Argument Default Description
--num_images 100 Number of images to load
--domain_schema cifar10 Domain schema name
--working_dir Working directory for temp files
--batch_size 50 Batch size for uploads
--train_only Only load training images
--test_only Only load test images

Example

# Load 500 images
uv run load-cifar10 --host <hostname> --catalog_id 5 --num_images 500

# Load only training images
uv run load-cifar10 --host localhost --catalog_id 45 --num_images 1000 --train_only

Model Architecture

The CNN (src/models/cifar10_cnn.py) uses a simple 2-layer architecture:

Input (3x32x32)
    │
    ▼
Conv2d(3, 32) + ReLU + MaxPool2d
    │ (32x16x16)
    ▼
Conv2d(32, 64) + ReLU + MaxPool2d
    │ (64x8x8)
    ▼
Flatten (64*8*8 = 4096)
    │
    ▼
Linear(4096, 128) + ReLU + Dropout
    │
    ▼
Linear(128, 10)
    │
    ▼
Output (10 classes)

Expected accuracy: ~60-70% with default parameters.

Configuration

All model parameters are configurable via Hydra:

Parameter Default Description
conv1_channels 32 First conv layer output channels
conv2_channels 64 Second conv layer output channels
hidden_size 128 Hidden layer size
dropout_rate 0.0 Dropout probability
learning_rate 1e-3 Optimizer learning rate
epochs 10 Training epochs
batch_size 64 Training batch size
weight_decay 0.0 L2 regularization
label_column "Label" Column name for class labels

Available Configurations

Name Description
cifar10_default Standard configuration (10 epochs)
cifar10_quick Fast testing (3 epochs, large batch)
cifar10_large Bigger model (64/128 channels, 256 hidden)
cifar10_regularized With dropout and weight decay
cifar10_fast_lr Higher learning rate (1e-2)
cifar10_slow_lr Lower learning rate (1e-4, 30 epochs)
cifar10_extended Best accuracy (50 epochs, larger model, regularization)

Running the Model

Basic Usage

# Default configuration
uv run deriva-ml-run

# Quick test
uv run deriva-ml-run model_config=cifar10_quick

# Extended training
uv run deriva-ml-run +experiment=cifar10_extended

Override Parameters

# Change learning rate
uv run deriva-ml-run model_config=cifar10_default model_config.learning_rate=0.01

# Change epochs and batch size
uv run deriva-ml-run model_config=cifar10_default model_config.epochs=20 model_config.batch_size=128

Data Pipeline

The model uses DerivaML's restructure_assets() to organize images:

working_dir/cifar10_data/
├─ training/
│  ├─ airplane/
│  │  ├─ image001.png
│  │  └─ image002.png
│  ├─ automobile/
│  ├─ bird/
│  └─ ...
└─ testing/
   ├─ airplane/
   └─ ...

This structure is compatible with torchvision.datasets.ImageFolder.

Dataset Requirements

Your datasets need: - Images in an Image asset table - A Label column with class names - Dataset types "Training" and "Testing" to separate splits

Dataset Configurations

The template includes pre-configured datasets for different use cases.

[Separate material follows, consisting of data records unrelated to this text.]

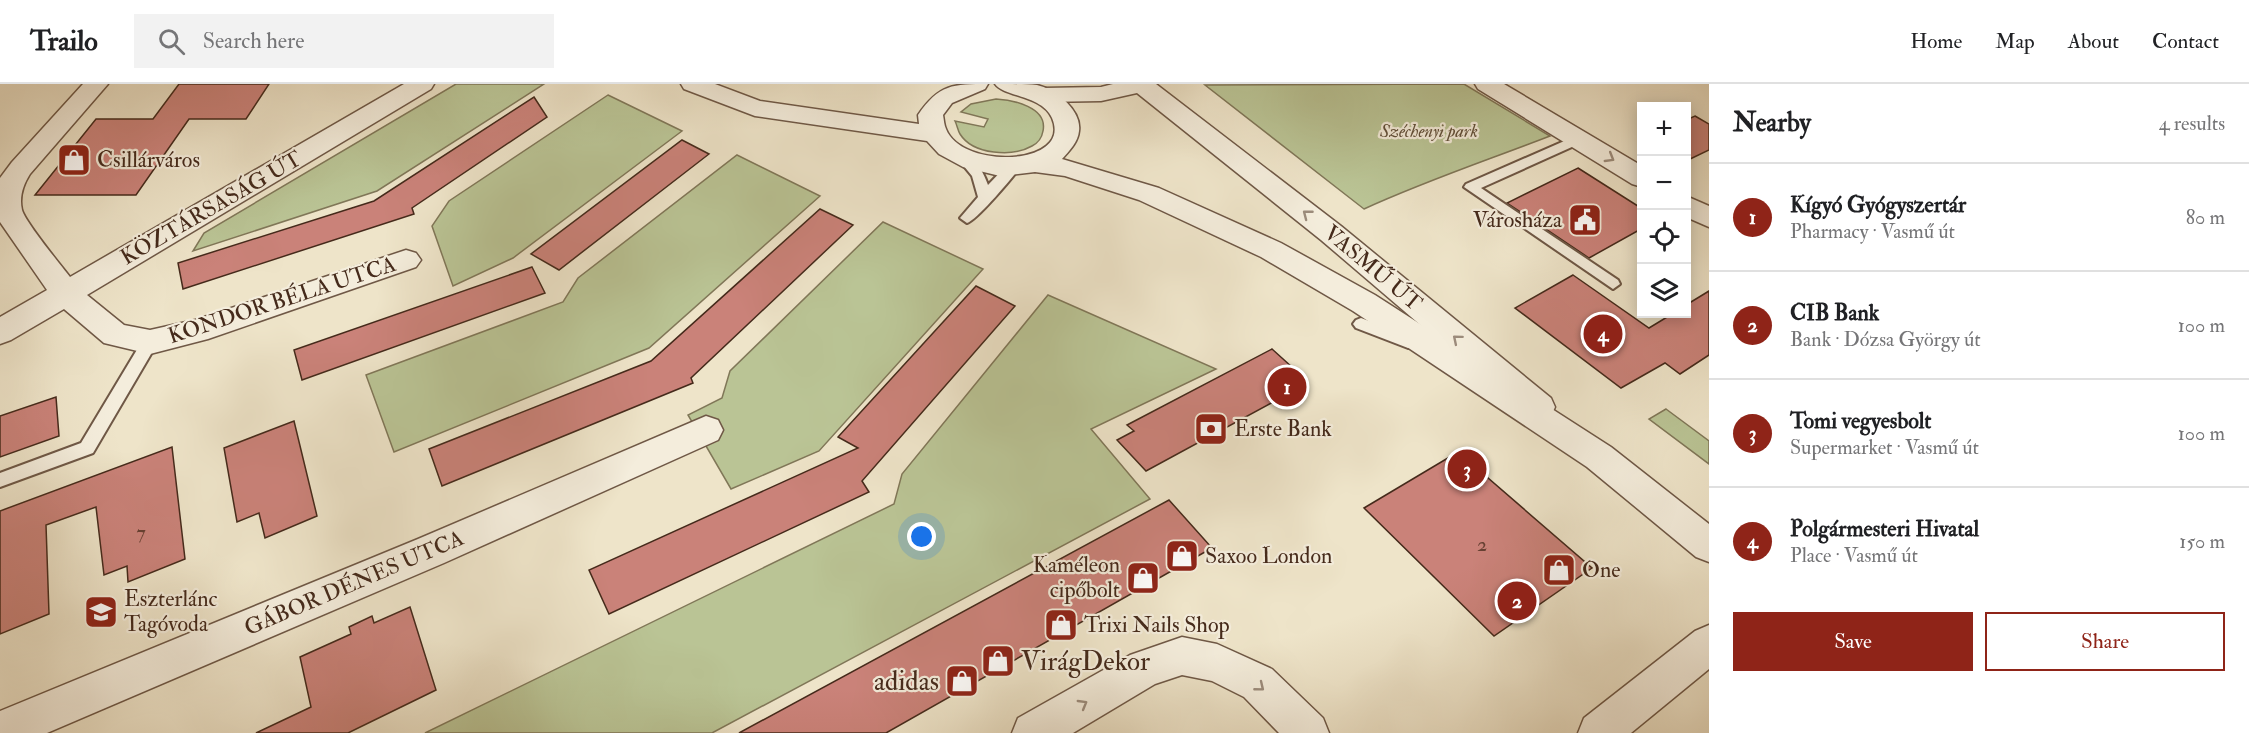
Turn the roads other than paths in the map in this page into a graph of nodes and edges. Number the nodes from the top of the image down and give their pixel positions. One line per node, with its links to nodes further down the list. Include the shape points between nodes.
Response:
1 (422, 84): 23 (street, KÖZTÁRSASÁG ÚT)
2 (693, 84): 9 (street, via 755,108)
3 (1012, 84): 8 (street)
4 (1487, 84): 12 (street)
5 (1144, 85): 8 (street, via 1101,94); 10 (street, via 1090,105); 29 (street, VASMŰ ÚT, one-way to 5, via 1331,233)
6 (97, 86): 23 (street, KONDOR BÉLA UTCA, via 21,168 10,184 7,198 9,214)
7 (954, 91): 9 (street, via 899,112); 11 (street, via 931,114)
8 (1042, 95): 10 (street, VASMŰ ÚT, via 1056,106)
9 (829, 120): 11 (street)
10 (1066, 126): 14 (street, via 1062,144 1051,154); 16 (street, VASMŰ ÚT, via 1084,151)
11 (933, 134): 13 (street, via 951,152)
12 (1578, 139): 15 (street, one-way to 15); 22 (lane, via 1471,187)
13 (965, 159): 14 (street, VASMŰ ÚT, via 986,165); 17 (lane, via 978,175)
14 (1024, 164): 16 (street, VASMŰ ÚT, via 1068,168); 17 (lane, via 996,183)
15 (1637, 175)
16 (1149, 194): 27 (street, VASMŰ ÚT, via 1271,250 1365,303)
17 (986, 199): 19 (lane)
18 (1691, 208): 20 (street)
19 (968, 218)
20 (1709, 218)
21 (406, 261): 26 (street, KONDOR BÉLA UTCA, via 197,332)
22 (1613, 284)
23 (66, 294): 25 (street, KÖZTÁRSASÁG ÚT); 26 (street, KONDOR BÉLA UTCA, via 115,335)
24 (1361, 324): 27 (lane)
25 (0, 332)
26 (150, 342): 30 (lane, via 87,448)
27 (1446, 357): 29 (street, VASMŰ ÚT)
28 (706, 430): 33 (street, GÁBOR DÉNES UTCA)
29 (1599, 457): 31 (street, VASMŰ ÚT)
30 (0, 480)
31 (1709, 546)
32 (1709, 644): 36 (street)
33 (0, 732)
34 (1032, 733): 35 (street, one-way to 35, via 1144,669 1182,656 1218,663 1258,683)
35 (1308, 733)
36 (1599, 733)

Understanding the difference between labeled and unlabeled datasets is critical for proper evaluation.

Labeled vs Unlabeled Datasets

Unlabeled Split Datasets (cifar10_split, cifar10_small_split):

  • Created from the full CIFAR-10 data (50,000 training + 10,000 test images)
  • The test partition contains images that do NOT have ground truth labels in the catalog
  • Suitable for training runs where you don't need to evaluate against ground truth
  • Cannot be used for ROC analysis or accuracy metrics on test data

Labeled Split Datasets (cifar10_labeled_split, cifar10_small_labeled_split):

  • Created from training images only (which all have ground truth labels)
  • Both train AND test partitions have ground truth labels available
  • Required for any experiment needing evaluation metrics or ROC analysis
  • The "test" set is a held-out portion of the labeled training data

Available Dataset Configurations

Configuration RID Images Description
Full Datasets
cifar10_complete 28CT 10,000 Complete dataset (all images)
cifar10_split 28D4 10,000 Split: 5,000 train + 5,000 test (unlabeled)
cifar10_training 28DC 5,000 Training set only
cifar10_testing 28DP 5,000 Testing set only (unlabeled)
Small Datasets
cifar10_small_split 28EA 1,000 Split: 500 train + 500 test (unlabeled)
cifar10_small_training 28EJ 500 Small training set
cifar10_small_testing 28EW 500 Small testing set (unlabeled)
Labeled Split Datasets (for evaluation)
cifar10_labeled_split 28FG 5,000 Split: 4,000 train + 1,000 test (both labeled)
cifar10_labeled_training 28FT 4,000 Labeled training set
cifar10_labeled_testing 28G4 1,000 Labeled testing set
cifar10_small_labeled_split 28GR 500 Split: 400 train + 100 test (both labeled)
cifar10_small_labeled_training 28H2 400 Small labeled training set
cifar10_small_labeled_testing 28HC 100 Small labeled testing set

Choosing the Right Dataset

Use this decision tree:

  1. Will you compute accuracy, ROC curves, or other metrics on test predictions?
  2. YES → Use cifar10_labeled_split or cifar10_small_labeled_split
  3. NO → Any dataset is fine

  4. Do you need fast iteration during development?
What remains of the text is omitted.